ONAP Logging PoC 2022/2023
- 1 Logging PoC Work
- 1.1 Overview
- 1.1.1 Background
- 1.1.2 Initial PoC
- 1.1.2.1 High Level Architecture
- 1.1.2.2 Fluent Bit Pipeline
- 1.1.3 Notes on Security
- 1.2 Development Notes
- 1.2.1 Pre-requisites
- 1.2.2 Initial PoC Configuration
- 1.2.2.1 Configuring Fluent Bit
- 1.2.2.2 Starting Logging Pods
- 1.2.2.3 Viewing Collected Logs
- 1.2.2.3.1 Elasticsearch
- 1.2.2.3.2 Kibana
- 1.2.3 Security - Namespace Isolation Through Kyverno
- 1.2.3.1 Kyverno and ClusterPolicies
- 1.2.3.2 Starting Logging Pods
- 1.1 Overview
Logging PoC Work
Overview
Background
The logging PoC was carried out as it was desired to replace some of the old logging architecture with a revised solution. Reference information on the background and architecture can be found here: https://lf-onap.atlassian.net/wiki/pages/viewpage.action?pageId=16472429
This page covers what was done in the PoC (as of when this page was created/updated), and provides some development notes on reproducing / running the PoC code.

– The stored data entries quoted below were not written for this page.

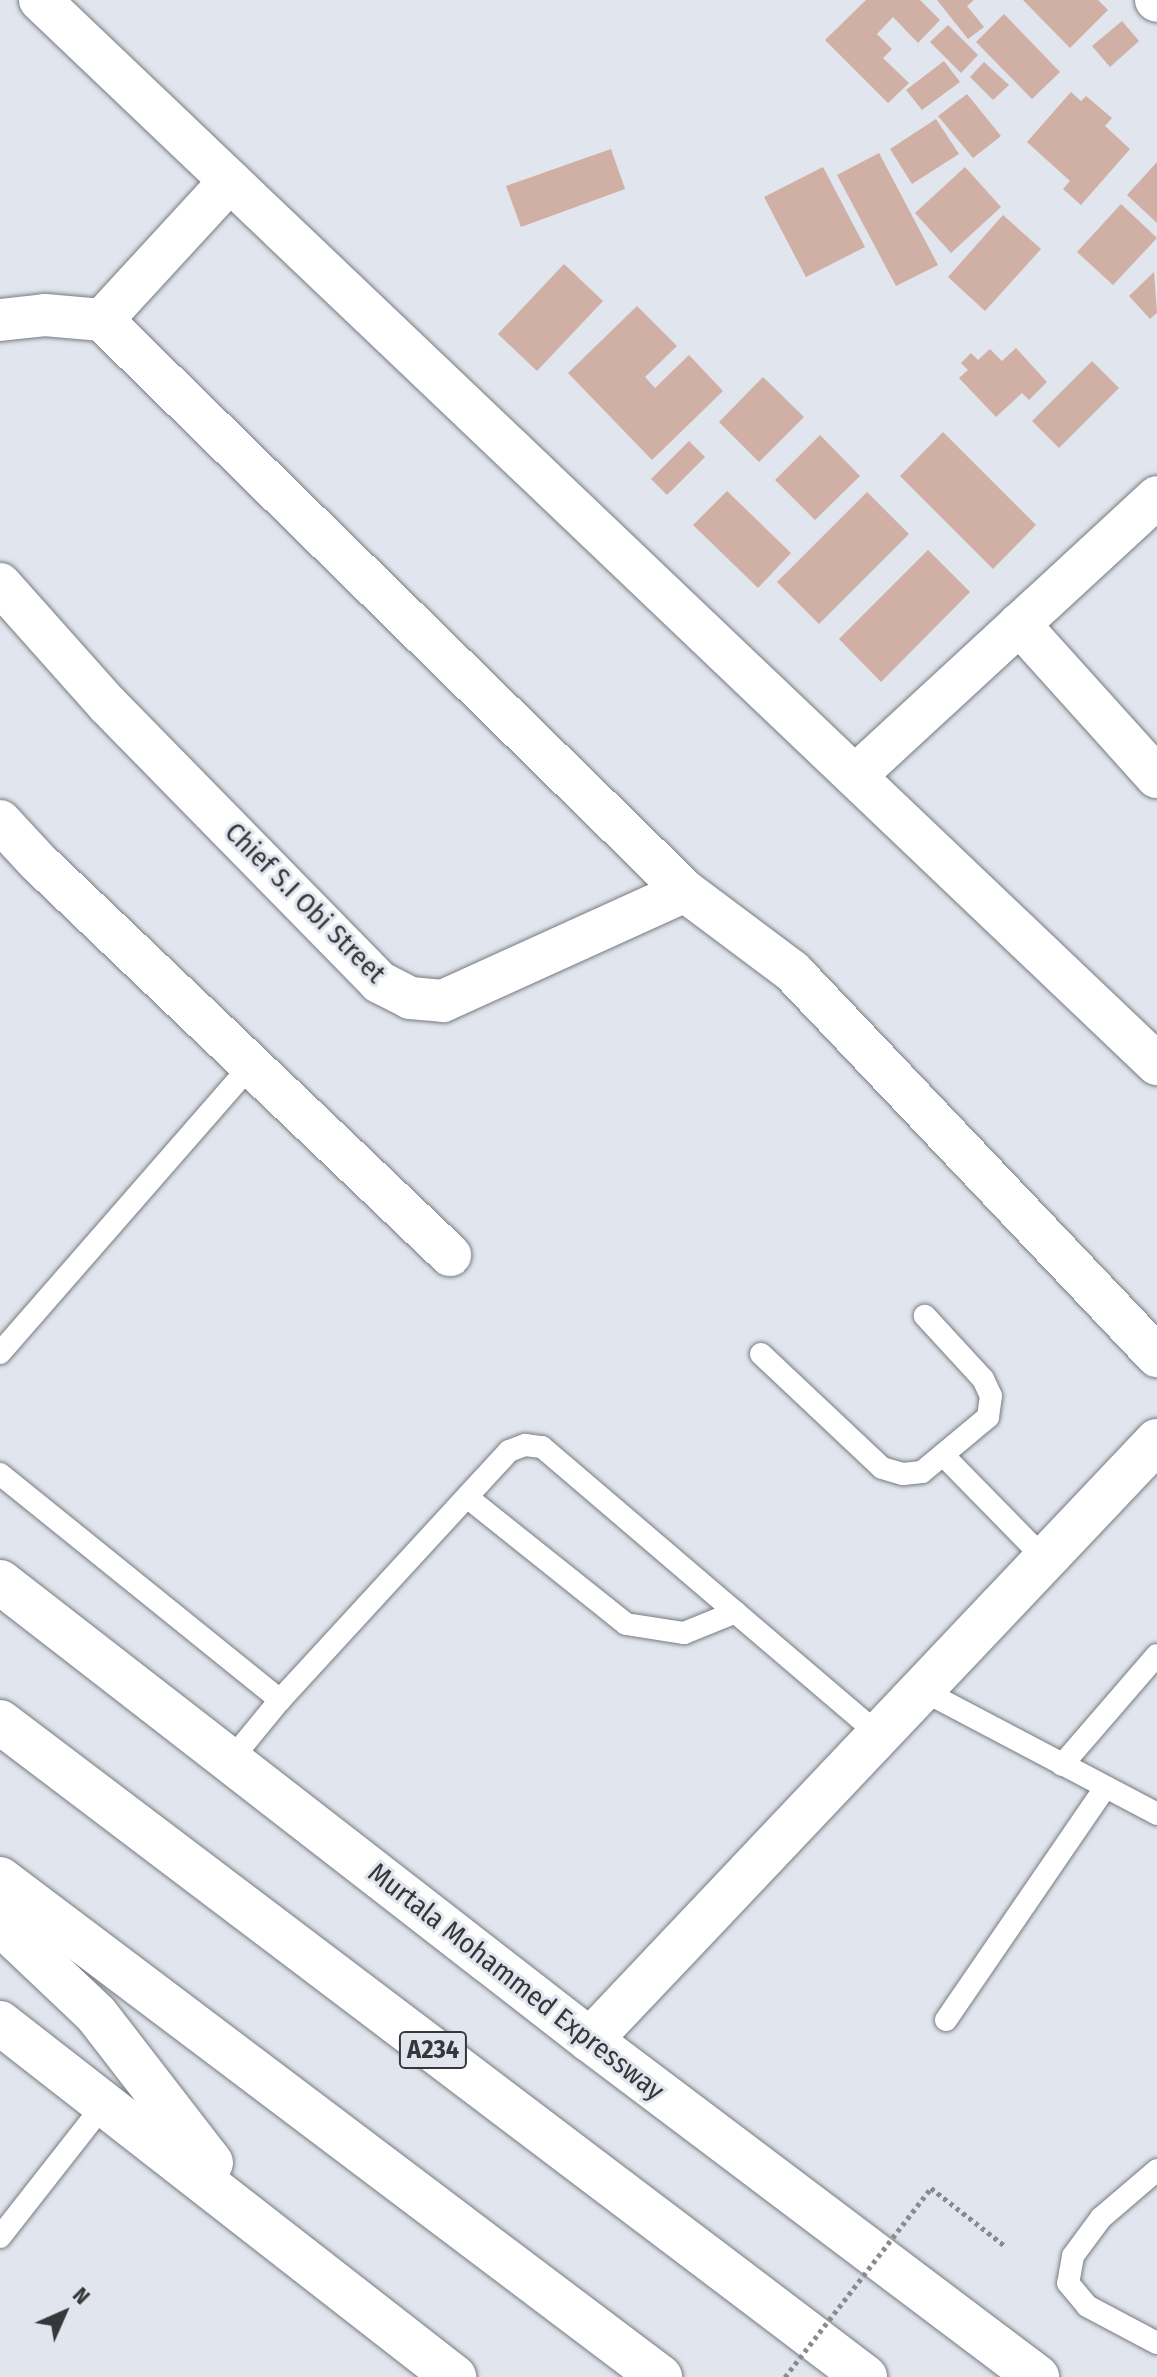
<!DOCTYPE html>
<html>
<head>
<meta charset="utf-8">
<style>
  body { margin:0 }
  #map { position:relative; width:1157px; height:2377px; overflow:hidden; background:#e1e5ed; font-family:"Fira Sans Condensed",sans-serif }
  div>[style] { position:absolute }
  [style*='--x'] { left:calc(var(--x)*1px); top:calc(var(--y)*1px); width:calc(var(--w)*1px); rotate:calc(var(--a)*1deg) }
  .building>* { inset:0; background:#d0afa4 }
  .path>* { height:5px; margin-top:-2.5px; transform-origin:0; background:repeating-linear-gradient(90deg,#888a90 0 4px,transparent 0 8px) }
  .roads { filter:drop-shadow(0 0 2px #777b82) drop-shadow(0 0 2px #777b82) }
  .lane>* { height:22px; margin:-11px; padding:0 11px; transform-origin:11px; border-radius:11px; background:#fff }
  .street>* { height:42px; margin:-21px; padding:0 21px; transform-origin:21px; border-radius:21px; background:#fff }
  .secondary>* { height:44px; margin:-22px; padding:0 22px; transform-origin:22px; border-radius:22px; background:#fff }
  .highway>* { height:44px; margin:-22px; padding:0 22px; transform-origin:22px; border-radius:22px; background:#fff }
  .path-bridge>* { height:5px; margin-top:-2.5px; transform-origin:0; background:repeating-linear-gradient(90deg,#888a90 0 4px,transparent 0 8px) }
  span { translate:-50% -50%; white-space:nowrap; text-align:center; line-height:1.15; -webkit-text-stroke:6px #e1e5ed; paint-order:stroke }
  .shield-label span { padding:2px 6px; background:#e1e5ed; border:2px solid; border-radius:6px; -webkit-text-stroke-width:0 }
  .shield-label { font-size:26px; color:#36373a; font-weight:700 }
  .street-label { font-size:28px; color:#36373a }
  .north { position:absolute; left:24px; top:2273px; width:80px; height:80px; -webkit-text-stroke:6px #e1e5ed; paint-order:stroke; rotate:45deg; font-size:22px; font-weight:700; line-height:32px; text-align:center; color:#36373a }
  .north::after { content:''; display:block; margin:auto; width:28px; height:36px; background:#36373a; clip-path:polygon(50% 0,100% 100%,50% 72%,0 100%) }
</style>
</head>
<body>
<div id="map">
  <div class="building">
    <div style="clip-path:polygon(866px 0,920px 0,940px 20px,918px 43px,893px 17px,877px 34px,892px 49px,883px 58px,909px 83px,888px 103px,825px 40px)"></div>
    <div style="clip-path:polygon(937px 0,974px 0,967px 6px,984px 27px,968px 39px)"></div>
    <div style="clip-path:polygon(1023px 0,1098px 0,1108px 10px,1070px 48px)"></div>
    <div style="clip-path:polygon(1004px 14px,1060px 72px,1032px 99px,976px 42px)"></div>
    <div style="clip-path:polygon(1122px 21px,1139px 41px,1110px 67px,1092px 46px)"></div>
    <div style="clip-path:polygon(948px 25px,978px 55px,961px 73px,930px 42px)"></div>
    <div style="clip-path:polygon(944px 61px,960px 82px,922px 110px,906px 90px)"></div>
    <div style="clip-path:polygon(984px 62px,1009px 85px,993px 100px,970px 77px)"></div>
    <div style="clip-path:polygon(1071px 92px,1081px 101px,1086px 96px,1112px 118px,1105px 126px,1130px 149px,1081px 205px,1063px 189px,1070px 181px,1027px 142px)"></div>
    <div style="clip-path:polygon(967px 94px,1001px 136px,973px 158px,938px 116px)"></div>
    <div style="clip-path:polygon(936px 119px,959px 154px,912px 184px,890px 149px)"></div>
    <div style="clip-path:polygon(611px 149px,625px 189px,521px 227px,506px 186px)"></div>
    <div style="clip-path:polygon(879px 153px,938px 265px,896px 286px,837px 175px)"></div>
    <div style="clip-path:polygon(1157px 162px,1157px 223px,1127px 195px)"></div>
    <div style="clip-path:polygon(823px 167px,865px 247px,806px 277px,764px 197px)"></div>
    <div style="clip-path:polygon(965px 167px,1001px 207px,951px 253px,915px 213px)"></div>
    <div style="clip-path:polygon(1121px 204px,1157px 238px,1113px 285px,1077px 252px)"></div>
    <div style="clip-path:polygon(1003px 215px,1041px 249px,985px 311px,948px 277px)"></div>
    <div style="clip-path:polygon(564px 264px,603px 301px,537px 371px,498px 334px)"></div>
    <div style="clip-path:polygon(1154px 272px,1157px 313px,1150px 319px,1129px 296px)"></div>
    <div style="clip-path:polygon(637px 306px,677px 346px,645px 377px,655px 388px,689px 355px,723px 391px,652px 460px,568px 373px)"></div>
    <div style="clip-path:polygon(1016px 348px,1047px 382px,1029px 400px,1022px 393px,996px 417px,959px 378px,968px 370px,961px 363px,971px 353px,978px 360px,990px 349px,1002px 361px)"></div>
    <div style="clip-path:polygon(1092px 361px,1119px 388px,1059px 448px,1032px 421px)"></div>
    <div style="clip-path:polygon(763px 377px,804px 417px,759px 462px,719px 422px)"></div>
    <div style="clip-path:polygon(943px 432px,1036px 525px,993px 569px,900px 476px)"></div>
    <div style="clip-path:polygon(820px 435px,860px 476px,815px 520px,775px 480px)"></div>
    <div style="clip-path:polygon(689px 441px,705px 457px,667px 495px,651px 479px)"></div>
    <div style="clip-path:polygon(727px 491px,791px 553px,758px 588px,693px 525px)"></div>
    <div style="clip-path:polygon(867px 492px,909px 534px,819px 624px,777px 582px)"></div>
    <div style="clip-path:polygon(928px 550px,970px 592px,881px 682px,839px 639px)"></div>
  </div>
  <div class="path">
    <div style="--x:931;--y:2188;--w:94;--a:38.1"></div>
  </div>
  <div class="roads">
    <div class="lane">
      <div style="--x:0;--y:1353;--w:382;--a:-48.9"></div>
      <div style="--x:761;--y:1354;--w:166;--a:43.3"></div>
      <div style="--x:882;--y:1468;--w:22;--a:16"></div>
      <div style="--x:903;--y:1474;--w:19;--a:-6"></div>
      <div style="--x:922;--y:1472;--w:86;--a:-39.8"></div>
      <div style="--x:988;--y:1417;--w:21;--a:-82"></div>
      <div style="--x:991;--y:1396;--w:19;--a:-115"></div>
      <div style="--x:983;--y:1379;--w:86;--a:-132.6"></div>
      <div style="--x:943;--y:1455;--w:146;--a:45.6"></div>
      <div style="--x:0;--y:1474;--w:360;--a:38.9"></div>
      <div style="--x:467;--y:1497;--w:203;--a:38.6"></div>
      <div style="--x:626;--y:1624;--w:59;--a:8.8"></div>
      <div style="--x:684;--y:1633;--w:56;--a:-22"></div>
      <div style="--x:922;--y:1690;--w:266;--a:27.8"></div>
      <div style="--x:230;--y:1761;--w:79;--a:-50.7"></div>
      <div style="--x:280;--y:1700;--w:338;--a:-47.4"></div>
      <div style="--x:509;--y:1451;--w:17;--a:-21"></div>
      <div style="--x:525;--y:1445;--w:17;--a:7"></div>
      <div style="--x:542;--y:1447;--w:443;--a:40.5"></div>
      <div style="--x:1062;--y:1765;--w:145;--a:-49.2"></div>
      <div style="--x:946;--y:2020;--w:281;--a:-55.6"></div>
      <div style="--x:1157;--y:2170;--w:74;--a:139.4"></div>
      <div style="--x:1101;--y:2218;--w:47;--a:126.4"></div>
      <div style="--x:1073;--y:2256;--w:27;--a:100"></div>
      <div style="--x:1068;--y:2283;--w:30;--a:50"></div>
      <div style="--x:1087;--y:2306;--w:79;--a:27.9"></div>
      <div style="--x:0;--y:2237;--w:170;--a:-51.9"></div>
    </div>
    <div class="street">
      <div style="--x:40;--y:0;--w:1543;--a:43.61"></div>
      <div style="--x:1156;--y:0;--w:1;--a:45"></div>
      <div style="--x:0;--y:320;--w:45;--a:-6.3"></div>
      <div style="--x:45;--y:315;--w:57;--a:5"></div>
      <div style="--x:102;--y:320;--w:816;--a:44.4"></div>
      <div style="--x:685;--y:891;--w:134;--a:36.8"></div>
      <div style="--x:792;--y:971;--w:531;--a:46.53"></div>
      <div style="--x:102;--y:320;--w:189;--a:-47.4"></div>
      <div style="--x:0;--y:584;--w:161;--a:48.3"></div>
      <div style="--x:107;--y:704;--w:389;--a:45.6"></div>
      <div style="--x:379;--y:982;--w:35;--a:27"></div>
      <div style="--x:410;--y:998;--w:33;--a:5"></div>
      <div style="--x:443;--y:1001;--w:266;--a:-24.4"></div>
      <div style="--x:1019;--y:624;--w:206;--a:48"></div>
      <div style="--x:855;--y:776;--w:411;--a:-42.7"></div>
      <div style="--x:0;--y:821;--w:54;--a:47.2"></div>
      <div style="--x:37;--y:861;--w:571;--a:43.65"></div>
    </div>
    <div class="secondary">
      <div style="--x:590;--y:2040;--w:825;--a:-46.57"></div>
    </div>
    <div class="highway">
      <div style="--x:0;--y:1582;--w:747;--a:37.82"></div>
      <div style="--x:590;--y:2040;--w:560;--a:37.01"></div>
      <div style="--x:0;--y:1722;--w:1085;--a:37.13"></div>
      <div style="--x:0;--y:1879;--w:827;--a:37.04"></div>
      <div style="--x:0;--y:1923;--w:132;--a:43.5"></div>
      <div style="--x:96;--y:2014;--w:188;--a:52.3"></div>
      <div style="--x:0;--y:2023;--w:576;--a:37.94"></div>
    </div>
  </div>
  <div class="path-bridge">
    <div style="--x:785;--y:2377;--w:239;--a:-52.3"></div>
  </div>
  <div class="shield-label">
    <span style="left:433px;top:2050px">A234</span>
  </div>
  <div class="street-label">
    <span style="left:305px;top:903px;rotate:45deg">Chief S.I Obi Street</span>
    <span style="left:516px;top:1982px;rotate:38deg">Murtala Mohammed Expressway</span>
  </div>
  <div class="north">N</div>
</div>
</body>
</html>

The initial logging PoC was demoed to Security Subcommittee here: https://lf-onap.atlassian.net/wiki/display/DW/2022-05-24+Security+Subcommittee+Meeting+Notes
Initial PoC
High Level Architecture
Below is a high-level view of the planned reference logging architecture that shows applications running inside containers on a couple of Kubernetes nodes.
We are introducing Fluent Bit for log collection (and parsing/enriching/forwarding). Fluent Bit is deployed on each node as a DaemonSet. FluentD was not included in the PoC-work, and Elasticsearch and Kibana were existing logging components in ONAP.
Fluent Bit Pipeline
Below is the Fluent Bit pipeline and how we set it up for the PoC.

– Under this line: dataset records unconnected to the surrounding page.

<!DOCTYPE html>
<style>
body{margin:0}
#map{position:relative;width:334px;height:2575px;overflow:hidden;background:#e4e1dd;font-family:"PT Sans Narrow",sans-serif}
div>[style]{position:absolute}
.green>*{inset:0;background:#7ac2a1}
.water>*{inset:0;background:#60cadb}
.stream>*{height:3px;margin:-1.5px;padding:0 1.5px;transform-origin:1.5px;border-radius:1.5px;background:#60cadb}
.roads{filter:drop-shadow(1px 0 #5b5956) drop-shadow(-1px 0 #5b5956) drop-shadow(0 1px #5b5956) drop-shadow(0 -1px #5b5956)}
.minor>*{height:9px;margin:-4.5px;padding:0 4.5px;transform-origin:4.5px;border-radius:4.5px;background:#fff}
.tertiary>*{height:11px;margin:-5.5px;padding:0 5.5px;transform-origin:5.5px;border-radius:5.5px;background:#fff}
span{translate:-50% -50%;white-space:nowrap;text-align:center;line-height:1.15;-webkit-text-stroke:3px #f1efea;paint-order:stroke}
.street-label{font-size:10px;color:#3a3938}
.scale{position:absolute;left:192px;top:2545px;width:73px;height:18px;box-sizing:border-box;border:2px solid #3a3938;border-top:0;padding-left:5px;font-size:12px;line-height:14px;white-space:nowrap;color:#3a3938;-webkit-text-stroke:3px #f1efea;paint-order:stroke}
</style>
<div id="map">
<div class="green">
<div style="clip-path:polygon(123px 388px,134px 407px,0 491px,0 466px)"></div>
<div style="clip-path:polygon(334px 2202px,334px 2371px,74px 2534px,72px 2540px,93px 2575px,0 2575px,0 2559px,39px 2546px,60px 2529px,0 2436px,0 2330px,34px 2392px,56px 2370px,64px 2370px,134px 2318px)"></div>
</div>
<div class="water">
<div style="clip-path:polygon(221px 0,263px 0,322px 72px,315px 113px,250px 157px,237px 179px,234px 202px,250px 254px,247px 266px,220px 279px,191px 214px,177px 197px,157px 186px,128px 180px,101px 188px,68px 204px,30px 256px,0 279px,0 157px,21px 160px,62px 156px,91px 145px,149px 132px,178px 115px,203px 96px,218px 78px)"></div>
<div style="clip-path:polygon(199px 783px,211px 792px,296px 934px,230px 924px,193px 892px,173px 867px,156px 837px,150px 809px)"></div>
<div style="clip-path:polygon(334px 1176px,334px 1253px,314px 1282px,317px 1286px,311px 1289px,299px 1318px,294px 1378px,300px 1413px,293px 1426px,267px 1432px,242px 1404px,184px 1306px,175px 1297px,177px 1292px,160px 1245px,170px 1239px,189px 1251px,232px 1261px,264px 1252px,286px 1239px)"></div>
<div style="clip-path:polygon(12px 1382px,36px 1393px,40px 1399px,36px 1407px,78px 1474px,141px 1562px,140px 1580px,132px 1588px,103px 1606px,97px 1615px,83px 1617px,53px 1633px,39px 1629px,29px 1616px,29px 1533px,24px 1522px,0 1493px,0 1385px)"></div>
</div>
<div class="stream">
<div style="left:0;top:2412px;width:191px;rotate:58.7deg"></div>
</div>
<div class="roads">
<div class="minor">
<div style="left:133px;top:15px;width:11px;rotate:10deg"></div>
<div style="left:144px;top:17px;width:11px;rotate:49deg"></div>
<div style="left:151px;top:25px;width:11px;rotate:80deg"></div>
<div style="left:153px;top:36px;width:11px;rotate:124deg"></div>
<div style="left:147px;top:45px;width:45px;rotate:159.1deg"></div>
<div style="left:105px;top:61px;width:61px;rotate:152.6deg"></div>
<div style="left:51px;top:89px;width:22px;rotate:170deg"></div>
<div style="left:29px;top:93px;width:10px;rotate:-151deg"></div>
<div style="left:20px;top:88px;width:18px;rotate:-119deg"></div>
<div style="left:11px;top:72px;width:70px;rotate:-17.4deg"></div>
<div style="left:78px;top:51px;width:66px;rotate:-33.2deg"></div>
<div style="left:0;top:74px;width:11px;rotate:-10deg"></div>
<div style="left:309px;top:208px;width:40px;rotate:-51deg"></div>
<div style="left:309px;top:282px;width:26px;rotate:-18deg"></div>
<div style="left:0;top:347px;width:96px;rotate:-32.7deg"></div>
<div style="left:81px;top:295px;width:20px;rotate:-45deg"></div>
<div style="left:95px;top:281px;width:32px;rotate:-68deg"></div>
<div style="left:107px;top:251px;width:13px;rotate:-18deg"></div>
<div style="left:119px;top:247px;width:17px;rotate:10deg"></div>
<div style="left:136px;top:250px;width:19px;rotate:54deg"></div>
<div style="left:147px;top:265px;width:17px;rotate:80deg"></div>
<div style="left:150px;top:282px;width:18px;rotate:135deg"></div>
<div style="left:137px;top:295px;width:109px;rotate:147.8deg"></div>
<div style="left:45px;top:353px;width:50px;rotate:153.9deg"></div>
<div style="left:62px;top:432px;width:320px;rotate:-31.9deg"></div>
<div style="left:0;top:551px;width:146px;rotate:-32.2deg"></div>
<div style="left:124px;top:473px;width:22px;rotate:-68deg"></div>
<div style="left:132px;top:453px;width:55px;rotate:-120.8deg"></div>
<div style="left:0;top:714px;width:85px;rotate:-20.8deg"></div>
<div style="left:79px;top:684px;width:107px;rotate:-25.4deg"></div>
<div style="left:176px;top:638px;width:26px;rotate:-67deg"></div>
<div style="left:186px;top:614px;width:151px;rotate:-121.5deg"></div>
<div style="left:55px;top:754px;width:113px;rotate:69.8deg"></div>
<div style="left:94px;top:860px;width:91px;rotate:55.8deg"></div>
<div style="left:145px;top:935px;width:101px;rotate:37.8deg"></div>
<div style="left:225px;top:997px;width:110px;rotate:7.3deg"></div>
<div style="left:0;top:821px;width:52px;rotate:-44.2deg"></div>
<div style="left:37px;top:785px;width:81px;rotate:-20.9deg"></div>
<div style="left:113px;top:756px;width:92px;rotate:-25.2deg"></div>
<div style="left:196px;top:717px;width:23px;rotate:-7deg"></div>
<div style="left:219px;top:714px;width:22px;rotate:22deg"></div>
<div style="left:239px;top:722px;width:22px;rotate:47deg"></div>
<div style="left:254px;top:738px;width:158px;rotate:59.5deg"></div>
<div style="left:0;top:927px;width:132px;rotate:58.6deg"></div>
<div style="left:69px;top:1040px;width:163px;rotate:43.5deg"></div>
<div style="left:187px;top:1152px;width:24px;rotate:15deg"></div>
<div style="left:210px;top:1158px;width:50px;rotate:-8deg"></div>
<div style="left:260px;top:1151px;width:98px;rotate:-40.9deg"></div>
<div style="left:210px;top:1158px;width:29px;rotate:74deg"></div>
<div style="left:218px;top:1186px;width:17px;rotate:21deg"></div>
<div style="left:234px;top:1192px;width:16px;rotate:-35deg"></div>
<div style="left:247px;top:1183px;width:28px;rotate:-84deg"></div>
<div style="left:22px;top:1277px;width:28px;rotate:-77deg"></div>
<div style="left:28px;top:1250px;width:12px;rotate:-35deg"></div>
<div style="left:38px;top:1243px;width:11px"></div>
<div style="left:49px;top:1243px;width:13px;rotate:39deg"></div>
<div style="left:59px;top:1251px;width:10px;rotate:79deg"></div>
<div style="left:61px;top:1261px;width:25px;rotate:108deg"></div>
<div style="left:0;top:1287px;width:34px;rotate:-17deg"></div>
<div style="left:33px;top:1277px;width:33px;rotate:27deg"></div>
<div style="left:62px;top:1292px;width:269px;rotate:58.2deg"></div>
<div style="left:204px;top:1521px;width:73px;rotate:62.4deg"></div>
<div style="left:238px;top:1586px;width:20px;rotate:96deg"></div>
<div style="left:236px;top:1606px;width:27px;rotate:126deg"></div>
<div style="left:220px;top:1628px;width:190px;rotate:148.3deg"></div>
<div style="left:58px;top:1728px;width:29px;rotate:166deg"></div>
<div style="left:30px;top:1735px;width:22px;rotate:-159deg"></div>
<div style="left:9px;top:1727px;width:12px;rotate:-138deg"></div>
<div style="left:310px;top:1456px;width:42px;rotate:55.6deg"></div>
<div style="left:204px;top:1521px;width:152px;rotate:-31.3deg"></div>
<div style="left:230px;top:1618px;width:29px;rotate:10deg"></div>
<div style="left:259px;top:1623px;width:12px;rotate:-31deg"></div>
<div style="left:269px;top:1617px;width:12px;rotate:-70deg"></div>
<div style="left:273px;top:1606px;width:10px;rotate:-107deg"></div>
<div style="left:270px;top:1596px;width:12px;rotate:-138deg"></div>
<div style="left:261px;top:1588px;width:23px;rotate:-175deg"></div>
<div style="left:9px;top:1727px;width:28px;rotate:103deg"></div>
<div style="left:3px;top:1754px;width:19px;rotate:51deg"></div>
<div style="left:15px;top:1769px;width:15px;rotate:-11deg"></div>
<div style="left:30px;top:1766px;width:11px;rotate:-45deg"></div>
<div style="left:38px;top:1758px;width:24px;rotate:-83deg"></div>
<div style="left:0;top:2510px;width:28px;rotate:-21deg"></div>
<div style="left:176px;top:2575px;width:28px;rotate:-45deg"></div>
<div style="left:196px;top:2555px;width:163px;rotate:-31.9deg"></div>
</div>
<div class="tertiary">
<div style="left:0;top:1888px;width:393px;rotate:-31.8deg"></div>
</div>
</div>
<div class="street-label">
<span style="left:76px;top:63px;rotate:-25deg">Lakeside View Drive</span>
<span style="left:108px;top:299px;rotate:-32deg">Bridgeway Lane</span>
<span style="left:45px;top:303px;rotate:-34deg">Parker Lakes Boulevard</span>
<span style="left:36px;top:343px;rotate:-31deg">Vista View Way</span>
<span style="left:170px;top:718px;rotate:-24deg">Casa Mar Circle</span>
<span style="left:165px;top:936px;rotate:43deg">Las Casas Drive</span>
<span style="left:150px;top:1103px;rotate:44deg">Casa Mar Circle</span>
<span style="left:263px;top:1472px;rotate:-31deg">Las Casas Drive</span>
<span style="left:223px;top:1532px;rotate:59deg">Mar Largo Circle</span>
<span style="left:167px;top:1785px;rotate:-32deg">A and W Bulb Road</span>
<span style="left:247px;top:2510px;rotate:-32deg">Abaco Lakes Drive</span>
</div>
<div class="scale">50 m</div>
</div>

We’re using the Fluent Bit tail input plugin to read the logs for each component.
We enabled the Fluent Bit JSON parser for parsing log information.
Note: the parsing relies on the standardization of the application log files, otherwise the logs will still be collected, but will not be specifically parsed. The PoC for the log collection was ongoing before the standardized logs were available so additional work may still be required on standardizing application logs and to update the parser configuration here.
We’re using the Fluent Bit Kubernetes filter to enrich the log files with additional Kubernetes metadata information that is not included in the application log files.
Information like the container image names and tags, the digest or hashcodes of the containers, the docker ids for the running containers, etc.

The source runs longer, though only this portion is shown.